Лаврик чувствовал, что за этим вздохом кроется что–то очень тяжёлое. Потяжелее булыжника.
– А что случилось? – хотел было спросить он, но не успел. Ирбис резко вскочил на лапы и издал полный отчаяния рык, заставивший сердце Лаврика бешено забиться. Мальчик посмотрел на Эльми, но девочка даже не шевельнулась. Зверь закрыл голову лапами и рухнул на пол.
– Это я во всём виноват, – услышал Лаврик его стон.
Глава 5. Ирбис рассказывает историю
В комнате стало очень тихо. Казалось, сам воздух захлебнулся в печали.
Лаврик не знал, что сказать. Он понятия не имел, как утешают снежных леопардов.

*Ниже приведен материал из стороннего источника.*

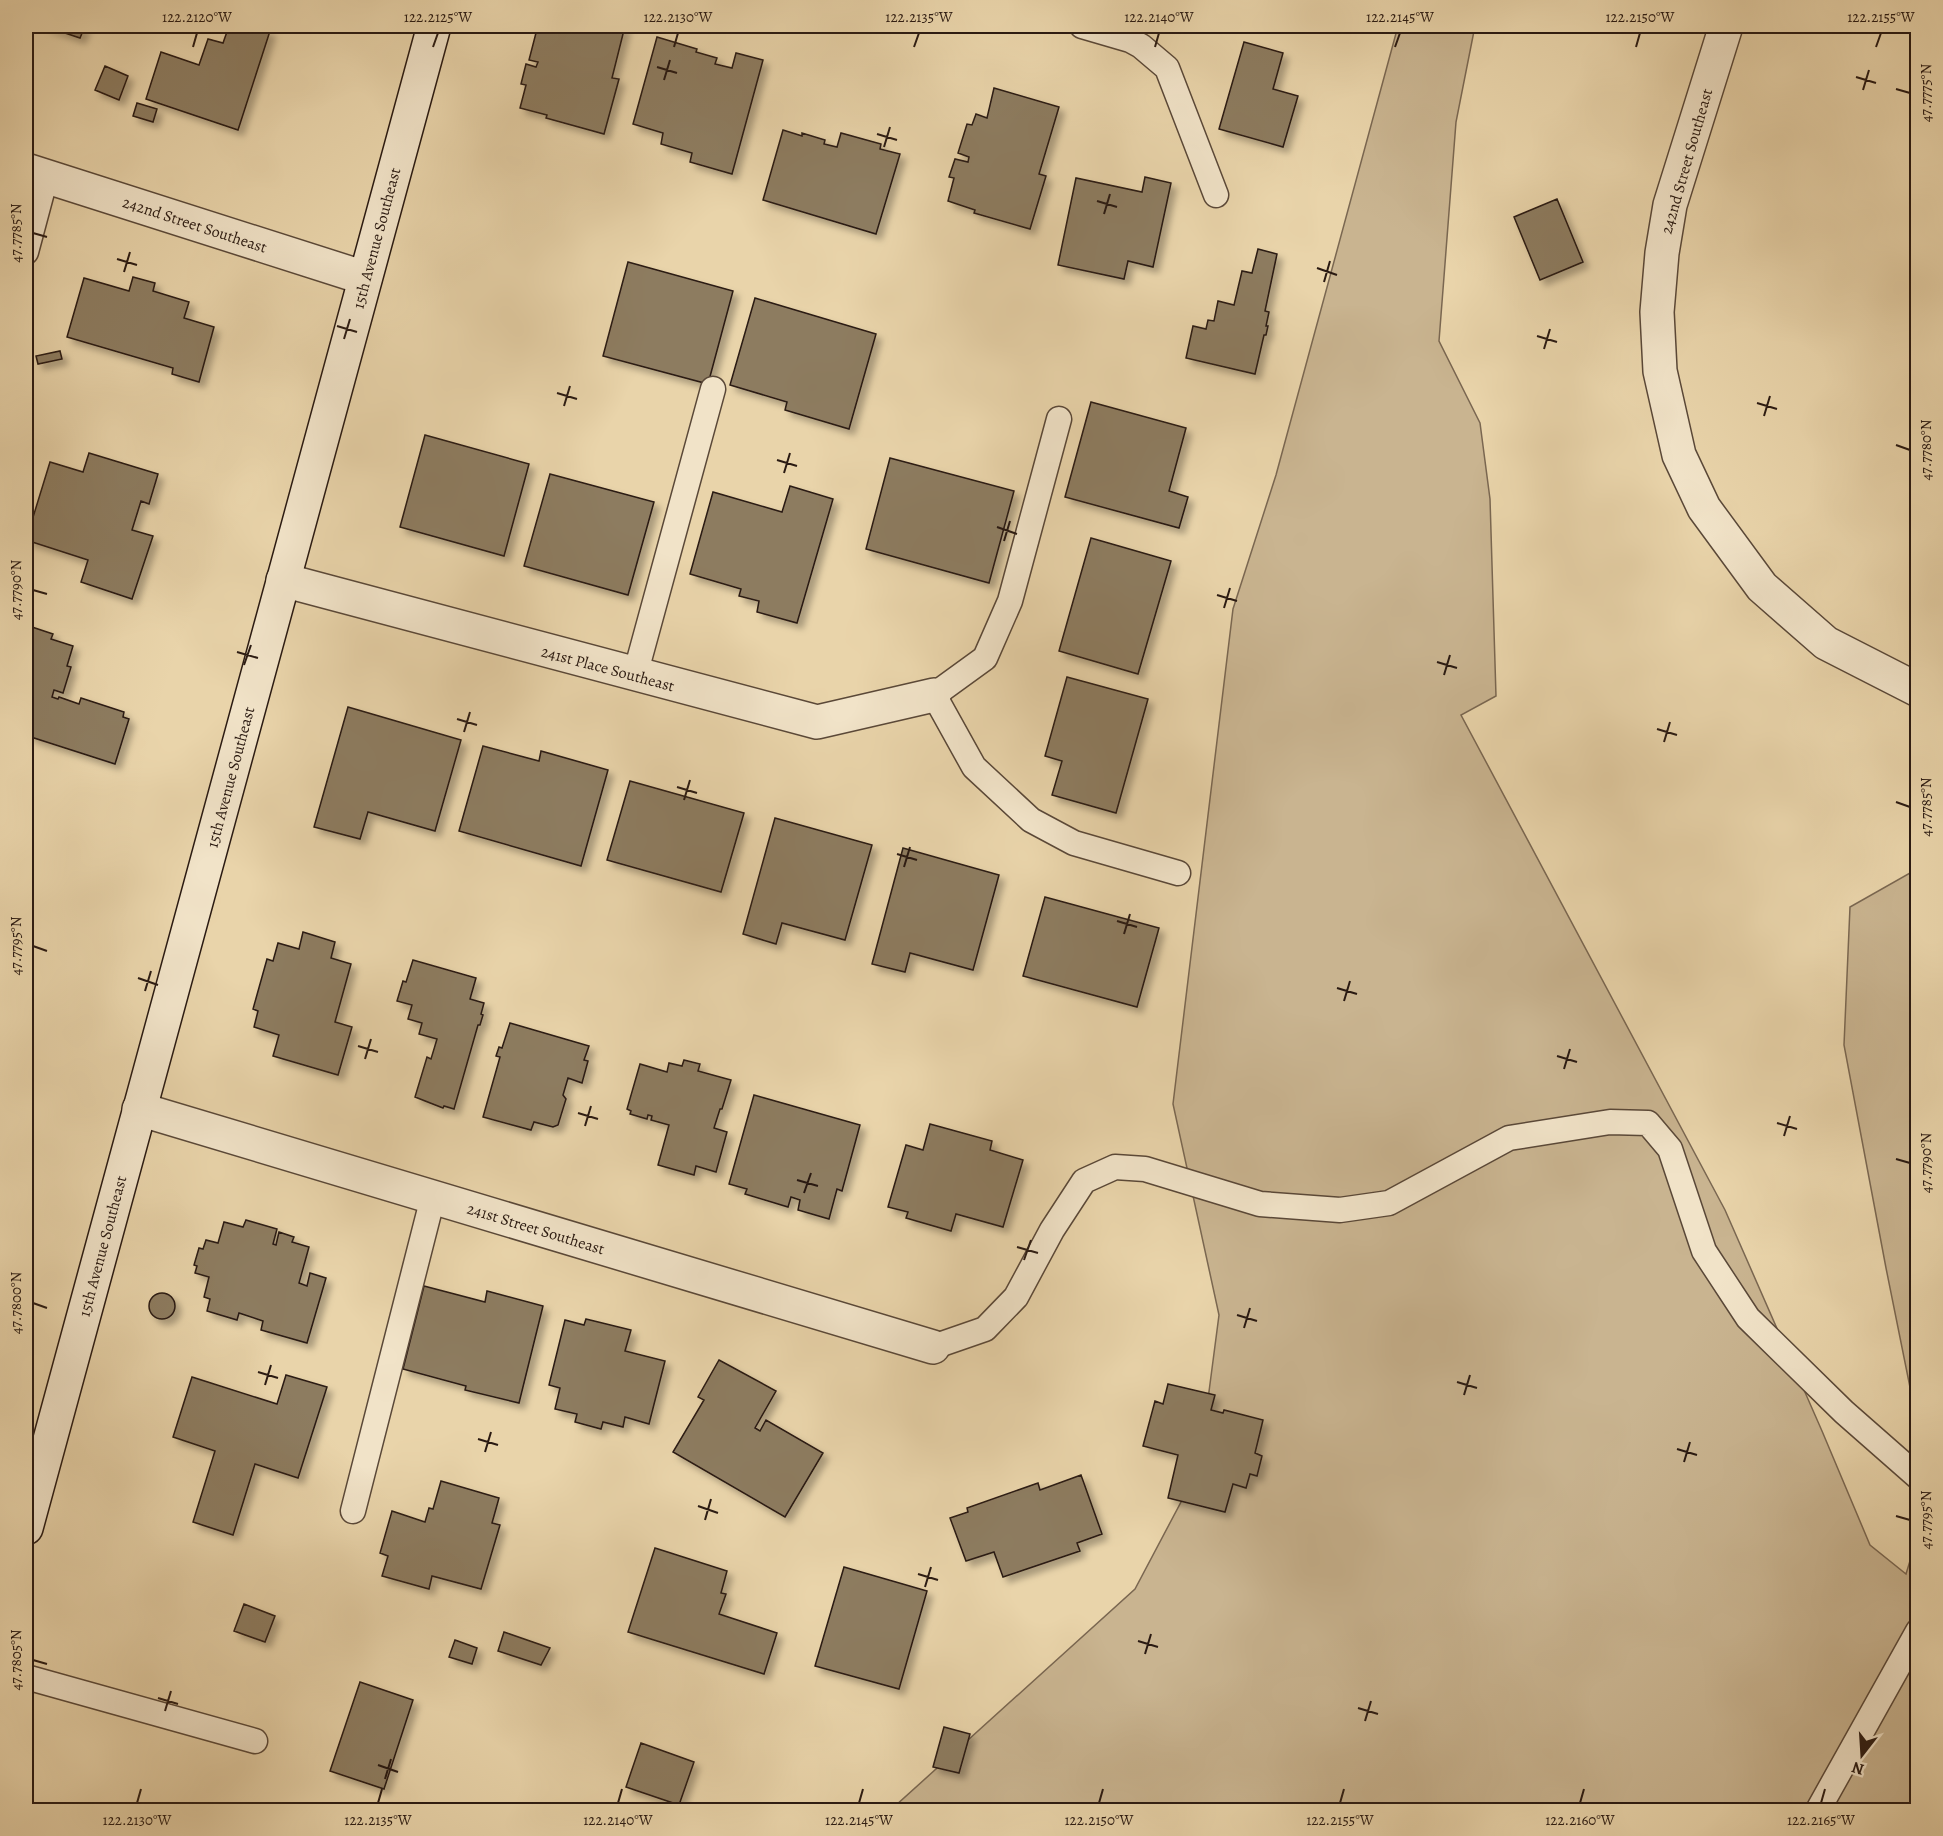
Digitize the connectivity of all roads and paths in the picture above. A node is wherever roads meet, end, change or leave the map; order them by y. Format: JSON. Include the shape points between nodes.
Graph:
{"nodes":[{"id":1,"x":434,"y":26,"type":"edge"},
{"id":2,"x":1082,"y":26,"type":"edge"},
{"id":3,"x":1726,"y":26,"type":"edge"},
{"id":4,"x":36,"y":173,"type":"edge"},
{"id":5,"x":1216,"y":195,"type":"dead end"},
{"id":6,"x":26,"y":252,"type":"edge"},
{"id":7,"x":365,"y":278,"type":"junction"},
{"id":8,"x":713,"y":388,"type":"dead end"},
{"id":9,"x":1059,"y":419,"type":"dead end"},
{"id":10,"x":283,"y":580,"type":"junction"},
{"id":11,"x":635,"y":675,"type":"junction"},
{"id":12,"x":1917,"y":690,"type":"edge"},
{"id":13,"x":934,"y":695,"type":"junction"},
{"id":14,"x":1178,"y":873,"type":"dead end"},
{"id":15,"x":139,"y":1110,"type":"junction"},
{"id":16,"x":433,"y":1197,"type":"junction"},
{"id":17,"x":933,"y":1347,"type":"joint"},
{"id":18,"x":1917,"y":1477,"type":"edge"},
{"id":19,"x":353,"y":1511,"type":"dead end"},
{"id":20,"x":26,"y":1528,"type":"edge"},
{"id":21,"x":1917,"y":1631,"type":"edge"},
{"id":22,"x":26,"y":1677,"type":"edge"},
{"id":23,"x":255,"y":1741,"type":"dead end"},
{"id":24,"x":1818,"y":1810,"type":"edge"}],
"edges":[{"from":1,"to":7,"type":"street","name":"15th Avenue Southeast"},
{"from":2,"to":5,"type":"lane","via":[[1135,43],[1167,68]]},
{"from":3,"to":12,"type":"street","name":"242nd Street Southeast","via":[[1670,205],[1662,253],[1657,312],[1660,370],[1679,456],[1704,508],[1762,587],[1826,643]]},
{"from":4,"to":6,"type":"lane"},
{"from":4,"to":7,"type":"street","name":"242nd Street Southeast"},
{"from":7,"to":10,"type":"street","name":"15th Avenue Southeast"},
{"from":8,"to":11,"type":"lane"},
{"from":9,"to":13,"type":"lane","via":[[1010,601],[985,658]]},
{"from":10,"to":11,"type":"street","name":"241st Place Southeast"},
{"from":10,"to":15,"type":"street","name":"15th Avenue Southeast"},
{"from":11,"to":13,"type":"street","name":"241st Place Southeast","via":[[817,722]]},
{"from":13,"to":14,"type":"lane","via":[[974,767],[1031,820],[1074,843]]},
{"from":15,"to":16,"type":"street","name":"241st Street Southeast"},
{"from":15,"to":20,"type":"street","name":"15th Avenue Southeast"},
{"from":16,"to":17,"type":"street","name":"241st Street Southeast"},
{"from":16,"to":19,"type":"lane"},
{"from":17,"to":18,"type":"lane","via":[[985,1329],[1016,1297],[1084,1181],[1115,1167],[1145,1169],[1260,1204],[1340,1210],[1389,1203],[1509,1138],[1610,1122],[1648,1123],[1670,1149],[1704,1251],[1748,1318]]},
{"from":21,"to":24,"type":"lane"},
{"from":22,"to":23,"type":"lane"}]}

Ирбис поднял на него свои огромные печальные глаза.
– Зачем я всё это тебе говорю? – молвил он. – Ты всё равно не поймёшь.
Это было правдой – Лаврик ничего не понимал. Но он чувствовал – Ирбису нужно помочь. Хоть чем–то.
– Расскажите мне, что случилось, – предложил Лаврик. – И вам станет легче.
Ирбис недоверчиво глянул на мальчика.
– Попробуйте, – подбодрил Лаврик. – Хуже от этого точно не будет.
Ирбис шумно выдохнул и, положив голову на передние лапы, нехотя заговорил. На мальчика он не глядел.
– Эльми появилась в театре мадам Трюффор неожиданно. И пела она совсем как настоящая девочка. У неё был такой чистый голосок.
Лаврик посмотрел на Эльми и тут же отвёл взгляд, испугавшись, что Ирбис заметит.
– И было ещё кое–что, – продолжал тем временем зверь. – Эльми умела плакать. Она плакала, когда пела.
Лаврик удивился. Рита пела на каждом школьном празднике, но он никогда не видел, чтобы она пролила хоть слезинку.
– Отчего же она плакала? – решился спросить он.